__WORK TASK__.
Nothing but the pictures should go missing; return all the entries below exactly.
==== GIVEN INFORMATION ====
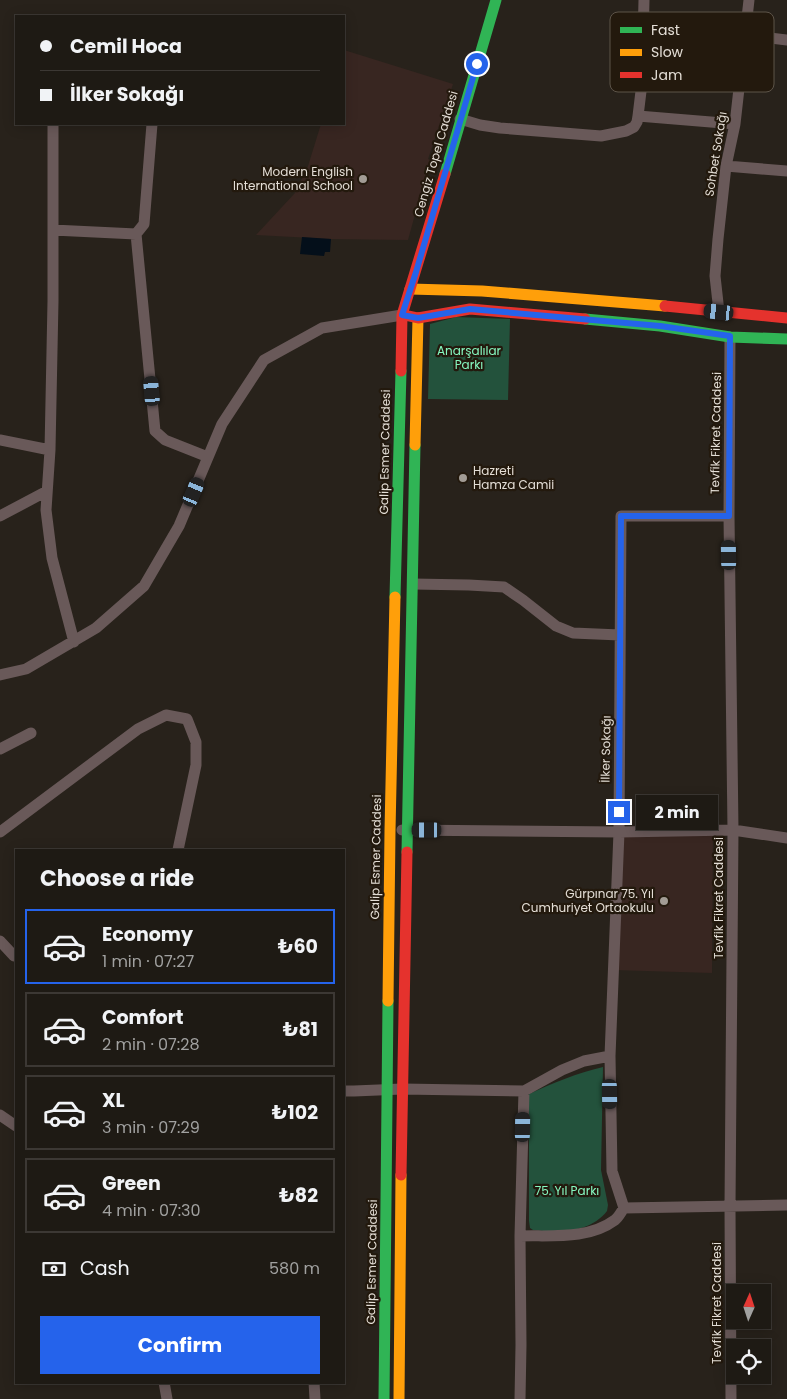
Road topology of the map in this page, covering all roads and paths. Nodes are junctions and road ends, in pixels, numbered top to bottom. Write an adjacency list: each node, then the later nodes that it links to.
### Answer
1 (496, 0): 7 (street, Cengiz Topel Caddesi)
2 (774, 38): 3 (street)
3 (787, 40)
4 (641, 92): 6 (street)
5 (739, 92): 8 (street, Sohbet Sokağı)
6 (638, 116): 7 (street); 8 (street)
7 (460, 119): 15 (street, Cengiz Topel Caddesi)
8 (735, 124): 11 (street, Sohbet Sokağı)
9 (53, 125): 13 (street)
10 (152, 125): 14 (street)
11 (726, 166): 12 (street); 16 (street, Sohbet Sokağı)
12 (787, 171)
13 (53, 230): 14 (street); 23 (street)
14 (136, 234): 24 (street)
15 (410, 289): 16 (street); 17 (street, Cengiz Topel Caddesi)
16 (719, 312): 19 (street)
17 (402, 315): 18 (street); 24 (street); 36 (street, Galip Esmer Caddesi)
18 (418, 318): 20 (street); 28 (street)
19 (787, 318)
20 (730, 336): 21 (street); 27 (street, Tevfik Fikret Caddesi)
21 (787, 339)
22 (0, 440): 23 (street)
23 (50, 450): 25 (street)
24 (208, 457): 30 (street)
25 (47, 491): 26 (street); 30 (street)
26 (0, 516)
27 (729, 516): 29 (street, İlker Sokağı); 35 (street, Tevfik Fikret Caddesi)
28 (413, 584): 29 (street); 34 (street)
29 (620, 635): 38 (street, İlker Sokağı)
30 (74, 642): 31 (street)
31 (0, 675)
32 (31, 733): 33 (street)
33 (0, 749)
34 (408, 830): 36 (street); 38 (street); 46 (street)
35 (733, 830): 38 (street); 39 (street); 52 (street, Tevfik Fikret Caddesi)
36 (390, 831): 45 (street, Galip Esmer Caddesi)
37 (0, 832): 40 (street)
38 (618, 832): 44 (street, İlker Sokağı)
39 (787, 838)
40 (178, 849)
41 (0, 941): 43 (street)
42 (0, 948): 43 (street)
43 (15, 956)
44 (610, 1056): 48 (street); 53 (street, İlker Sokağı)
45 (387, 1089): 46 (street); 47 (street); 59 (street, Galip Esmer Caddesi)
46 (402, 1089): 48 (street); 60 (street)
47 (345, 1091)
48 (524, 1091): 54 (street)
49 (0, 1115): 50 (street)
50 (15, 1125)
51 (787, 1205): 52 (street)
52 (730, 1206): 53 (street); 62 (street, Tevfik Fikret Caddesi)
53 (624, 1208): 54 (street)
54 (520, 1236): 61 (street)
55 (164, 1384): 57 (street)
56 (314, 1384): 58 (street)
57 (167, 1399)
58 (315, 1399)
59 (384, 1399)
60 (400, 1399)
61 (520, 1399)
62 (731, 1399)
====
__THE COMPLETED TASK__.
Road topology of the map in this page, covering all roads and paths. Nodes are junctions and road ends, in pixels, numbered top to bottom. Write an adjacency list: each node, then the later nodes that it links to.
### Answer
1 (496, 0): 7 (street, Cengiz Topel Caddesi)
2 (774, 38): 3 (street)
3 (787, 40)
4 (641, 92): 6 (street)
5 (739, 92): 8 (street, Sohbet Sokağı)
6 (638, 116): 7 (street); 8 (street)
7 (460, 119): 15 (street, Cengiz Topel Caddesi)
8 (735, 124): 11 (street, Sohbet Sokağı)
9 (53, 125): 13 (street)
10 (152, 125): 14 (street)
11 (726, 166): 12 (street); 16 (street, Sohbet Sokağı)
12 (787, 171)
13 (53, 230): 14 (street); 23 (street)
14 (136, 234): 24 (street)
15 (410, 289): 16 (street); 17 (street, Cengiz Topel Caddesi)
16 (719, 312): 19 (street)
17 (402, 315): 18 (street); 24 (street); 36 (street, Galip Esmer Caddesi)
18 (418, 318): 20 (street); 28 (street)
19 (787, 318)
20 (730, 336): 21 (street); 27 (street, Tevfik Fikret Caddesi)
21 (787, 339)
22 (0, 440): 23 (street)
23 (50, 450): 25 (street)
24 (208, 457): 30 (street)
25 (47, 491): 26 (street); 30 (street)
26 (0, 516)
27 (729, 516): 29 (street, İlker Sokağı); 35 (street, Tevfik Fikret Caddesi)
28 (413, 584): 29 (street); 34 (street)
29 (620, 635): 38 (street, İlker Sokağı)
30 (74, 642): 31 (street)
31 (0, 675)
32 (31, 733): 33 (street)
33 (0, 749)
34 (408, 830): 36 (street); 38 (street); 46 (street)
35 (733, 830): 38 (street); 39 (street); 52 (street, Tevfik Fikret Caddesi)
36 (390, 831): 45 (street, Galip Esmer Caddesi)
37 (0, 832): 40 (street)
38 (618, 832): 44 (street, İlker Sokağı)
39 (787, 838)
40 (178, 849)
41 (0, 941): 43 (street)
42 (0, 948): 43 (street)
43 (15, 956)
44 (610, 1056): 48 (street); 53 (street, İlker Sokağı)
45 (387, 1089): 46 (street); 47 (street); 59 (street, Galip Esmer Caddesi)
46 (402, 1089): 48 (street); 60 (street)
47 (345, 1091)
48 (524, 1091): 54 (street)
49 (0, 1115): 50 (street)
50 (15, 1125)
51 (787, 1205): 52 (street)
52 (730, 1206): 53 (street); 62 (street, Tevfik Fikret Caddesi)
53 (624, 1208): 54 (street)
54 (520, 1236): 61 (street)
55 (164, 1384): 57 (street)
56 (314, 1384): 58 (street)
57 (167, 1399)
58 (315, 1399)
59 (384, 1399)
60 (400, 1399)
61 (520, 1399)
62 (731, 1399)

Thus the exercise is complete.